Even after you store secrets well and scrub old copies, your AI tool can still read whatever’s on disk, the same access the s1ngularity attack turned against developers. Blocking the tool from credential paths is a separate defense from storing them properly. Even an agent hijacked by a prompt or a bad package then finds nothing to read there. The Trail of Bits Claude Code config, which the Personal AI Stack points to, blocks reads of common credential paths.
SSH keys and config-file keys need their own handling.
Keeping a secret in a store and handing it to a tool on demand doesn’t work in all scenarios. For an SSH private key or a key that a tool reads from its own config file, such as npm’s .npmrc, handle each on its own terms:
-
SSH keys: Move your private keys into an SSH agent such as the 1Password SSH agent. It authenticates your SSH connections, including Git over SSH, so the private key never leaves the vault. You approve each attempt to use a key, which grants access only to that key, not the rest of your 1Password account. Alternatively, on a Mac, Secretive stores SSH keys in the Secure Enclave, where even software running as you can’t export them; it prompts for strong authentication each time a key is accessed.
-
Config-file keys: A package manager or CLI may read its key from a file it owns. For example, npm has
${VARIABLE_NAME}support for .npmrc files. When a tool can’t reference a variable, lock that file down with strict permissions, keep it out of Git, and rely on scoping and rotation to limit what a stolen copy is worth.
Where to start.
You don’t have to do all of this at once. Here’s one way to order your efforts:
- Scan your workstation to see what’s exposed.

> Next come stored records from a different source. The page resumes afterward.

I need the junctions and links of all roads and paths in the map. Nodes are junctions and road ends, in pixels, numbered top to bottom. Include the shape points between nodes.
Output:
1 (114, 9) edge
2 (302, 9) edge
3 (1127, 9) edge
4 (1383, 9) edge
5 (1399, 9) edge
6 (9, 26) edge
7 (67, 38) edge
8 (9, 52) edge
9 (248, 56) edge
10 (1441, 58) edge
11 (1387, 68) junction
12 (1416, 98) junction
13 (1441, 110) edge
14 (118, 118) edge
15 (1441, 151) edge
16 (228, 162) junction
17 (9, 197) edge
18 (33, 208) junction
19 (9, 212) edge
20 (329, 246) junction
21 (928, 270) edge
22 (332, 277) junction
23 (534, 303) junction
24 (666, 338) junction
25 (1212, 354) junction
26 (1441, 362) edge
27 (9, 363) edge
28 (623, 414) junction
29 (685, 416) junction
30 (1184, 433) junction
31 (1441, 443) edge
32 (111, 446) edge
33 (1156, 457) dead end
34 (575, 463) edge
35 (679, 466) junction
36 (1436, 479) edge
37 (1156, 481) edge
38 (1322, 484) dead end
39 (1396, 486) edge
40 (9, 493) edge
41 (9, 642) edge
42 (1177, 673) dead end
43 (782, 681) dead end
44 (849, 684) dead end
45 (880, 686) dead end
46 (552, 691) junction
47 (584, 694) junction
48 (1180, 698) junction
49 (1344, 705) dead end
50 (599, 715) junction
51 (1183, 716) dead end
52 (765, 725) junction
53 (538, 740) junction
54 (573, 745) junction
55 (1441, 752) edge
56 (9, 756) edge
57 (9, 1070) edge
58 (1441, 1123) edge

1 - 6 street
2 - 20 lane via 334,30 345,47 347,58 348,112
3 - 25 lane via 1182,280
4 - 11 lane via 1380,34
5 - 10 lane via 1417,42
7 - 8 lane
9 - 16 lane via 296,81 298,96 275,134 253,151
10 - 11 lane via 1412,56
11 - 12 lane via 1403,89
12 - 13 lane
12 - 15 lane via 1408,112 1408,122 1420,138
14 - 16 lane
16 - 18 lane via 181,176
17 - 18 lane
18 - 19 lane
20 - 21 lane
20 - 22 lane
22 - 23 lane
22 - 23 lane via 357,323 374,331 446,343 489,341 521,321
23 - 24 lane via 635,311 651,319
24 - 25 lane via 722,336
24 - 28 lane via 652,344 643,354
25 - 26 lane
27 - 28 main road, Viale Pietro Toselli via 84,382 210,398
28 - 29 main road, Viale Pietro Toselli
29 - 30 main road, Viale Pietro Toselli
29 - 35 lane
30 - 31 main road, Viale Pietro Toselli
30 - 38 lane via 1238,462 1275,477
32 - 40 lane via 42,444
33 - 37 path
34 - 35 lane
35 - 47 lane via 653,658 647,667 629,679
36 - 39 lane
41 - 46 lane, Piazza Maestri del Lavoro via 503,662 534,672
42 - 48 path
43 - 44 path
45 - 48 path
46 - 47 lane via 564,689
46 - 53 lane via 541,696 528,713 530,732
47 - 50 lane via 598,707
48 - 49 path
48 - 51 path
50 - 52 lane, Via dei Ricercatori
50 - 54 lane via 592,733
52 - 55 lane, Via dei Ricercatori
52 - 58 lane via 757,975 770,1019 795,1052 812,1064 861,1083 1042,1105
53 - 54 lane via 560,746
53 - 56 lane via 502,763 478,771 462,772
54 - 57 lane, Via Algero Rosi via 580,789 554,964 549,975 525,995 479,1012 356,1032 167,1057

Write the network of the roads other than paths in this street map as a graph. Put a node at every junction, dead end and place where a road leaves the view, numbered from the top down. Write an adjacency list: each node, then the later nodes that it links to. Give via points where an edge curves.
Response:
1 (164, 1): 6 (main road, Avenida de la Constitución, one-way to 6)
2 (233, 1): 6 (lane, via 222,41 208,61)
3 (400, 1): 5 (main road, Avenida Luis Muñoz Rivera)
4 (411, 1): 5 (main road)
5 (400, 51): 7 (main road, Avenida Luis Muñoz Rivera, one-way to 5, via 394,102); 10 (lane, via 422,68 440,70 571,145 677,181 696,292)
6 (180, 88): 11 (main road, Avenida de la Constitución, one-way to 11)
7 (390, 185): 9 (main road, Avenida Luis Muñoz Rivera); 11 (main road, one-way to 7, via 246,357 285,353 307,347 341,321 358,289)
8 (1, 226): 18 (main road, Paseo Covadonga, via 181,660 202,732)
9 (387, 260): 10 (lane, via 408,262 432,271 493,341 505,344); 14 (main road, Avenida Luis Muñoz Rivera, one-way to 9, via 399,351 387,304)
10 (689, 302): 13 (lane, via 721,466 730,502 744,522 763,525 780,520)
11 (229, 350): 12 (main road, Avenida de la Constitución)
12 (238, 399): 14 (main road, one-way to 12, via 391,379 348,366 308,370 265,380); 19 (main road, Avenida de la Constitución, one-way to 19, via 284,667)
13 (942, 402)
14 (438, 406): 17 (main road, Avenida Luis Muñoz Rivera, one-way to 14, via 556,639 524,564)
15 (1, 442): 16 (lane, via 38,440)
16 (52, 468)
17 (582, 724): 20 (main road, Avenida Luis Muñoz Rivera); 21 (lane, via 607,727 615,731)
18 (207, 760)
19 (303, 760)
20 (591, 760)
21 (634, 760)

- Rotate anything that ended up in Git, a shared drive, or a cloud location, since you have to assume it leaked.
- Put everyday and automated keys in your OS keychain, and move your most sensitive interactive keys into a scoped vault.
- Keep secrets off the command line, and add a pre-commit scanner so they can’t slip into Git.
- Scrub the secrets already in your shell history and AI transcripts.
- Move SSH keys into an agent.
- Scan again to confirm the count dropped.
Keep fewer secrets within reach, and match each one to its sensitivity and how it’s used, so a single leak stays small.